Alice in Texas

Not writing here anymore- see top post for details of my new blogs.

Friday, July 22, 2005

crockery versus the Mona Lisa

art

I am never happier than when making something. Give me a lump of clay, a bag of flour or a ball of wool, and I'll be busy till the next one comes along. Hitherto, I have preferred making things with a Useful Purpose: "people will always need plates" as Maureen Lipman once said in the memorable British Telecom "ology" advert. It's the one where she's the Jewish grandma on the phone to her grandsom hearing about his GCSE exam results. He says he failed everything. Everything? she asks. Well, I passed pottery... That's good! she says. People will always need plates!

Then he admits he also passed (I think) sociology, and she says, "An ology! He gets an ology and he says he failed! You get an ology, you're a scientist!"

Actually, plates are really quite difficult. I made the rest of pretty much a complete dinner service years and years ago (it's all lost and broken now), but not plates. Too hard to get them off the wheel without causing them to fold up, ripple-style.

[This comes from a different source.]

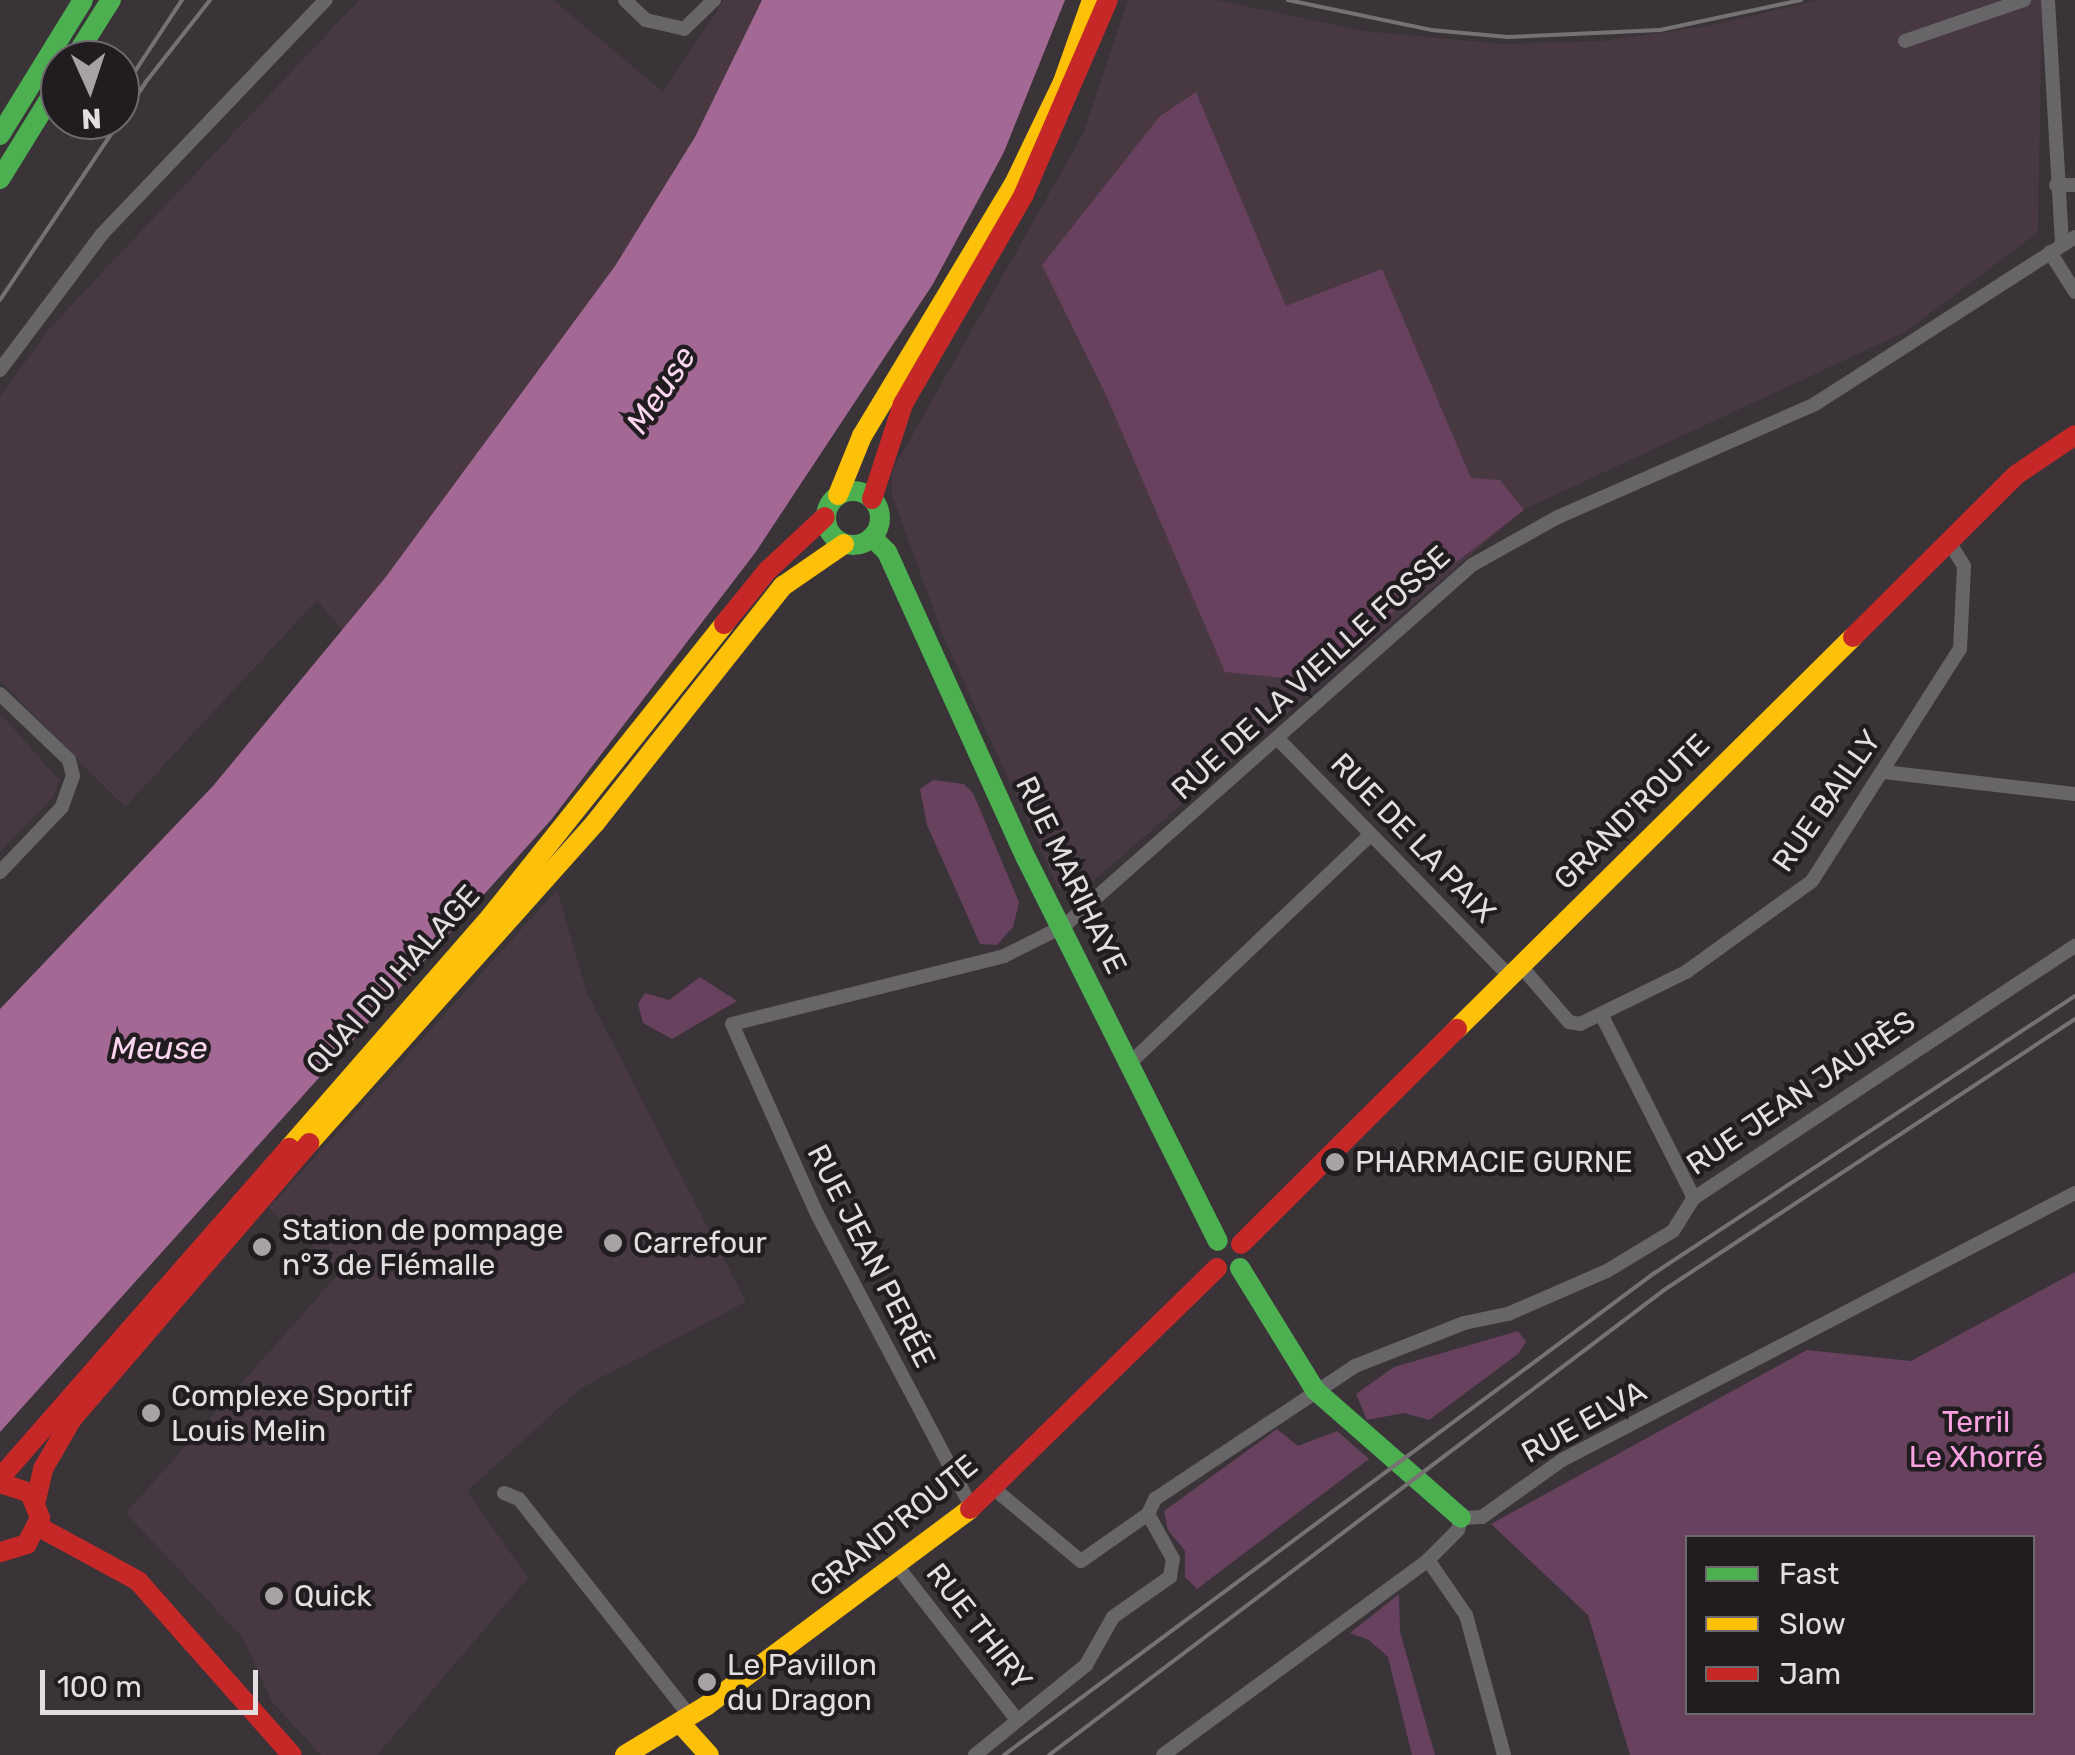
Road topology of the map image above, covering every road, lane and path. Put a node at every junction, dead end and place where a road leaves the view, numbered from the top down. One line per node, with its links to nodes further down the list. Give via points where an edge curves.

So, some time ago, I decided that the world did have enough plates already, and put a lot of thought, work, research and general singing and dancing into formulating some idea of how to produce actual art, as opposed to plates. Because it seemed to me that if Leonardo had painted the Mona Lisa on a great big turkey-server, well, it would have been less good rather than more so. And I came up with a way of making pictures that I enjoy and find aesthetically acceptable, which for me means original in its format as well as content. Because I agreed with British artist Tracy Emin when she said something like: there are hundreds of people painting the seaside, but that's not art, what I do is art.

It doesn't matter whether you think Tracy Emin's stuff is art, or good art: she is right that another bunch of watercolours of the seaside are not art. It's been done. Art has to say something new (and, I would hasten to add, valuable and good) to count as art. Otherwise we may as well all paint copies of Van Gogh's sunflowers. There is no point in that, because machines could do it for us. What no machine can do is create the next Mona Lisa.

Incidentally, last time I went to IKEA I saw that they were selling a giant-sized painting with real thick paint and brushstrokes. Behind it was another, and another, and another, and another. All the same scene, with the same identical thick brushstrokes. Machines are making 3D brushstroke copies now. It wasn't VG, but I'm sure they could now do a Van Gogh sunflower, and it would be indistinguishable from the real thing. What value will the original end up holding? Weird.

So, as I was saying, I am now making these pictures, but there is still a nagging voice telling me they are not useful, and should be plates instead. However, I am ignoring it. My best opinion is that my pictures are good in all the ways I believe art should be good, in other words I like them. They mean more to me than plates. I guess I'll keep at it.

1 Comments:

At 8:21 AM, Blogger emma said...

On plates - I think potters mould them rather than turning them, often, FWIW.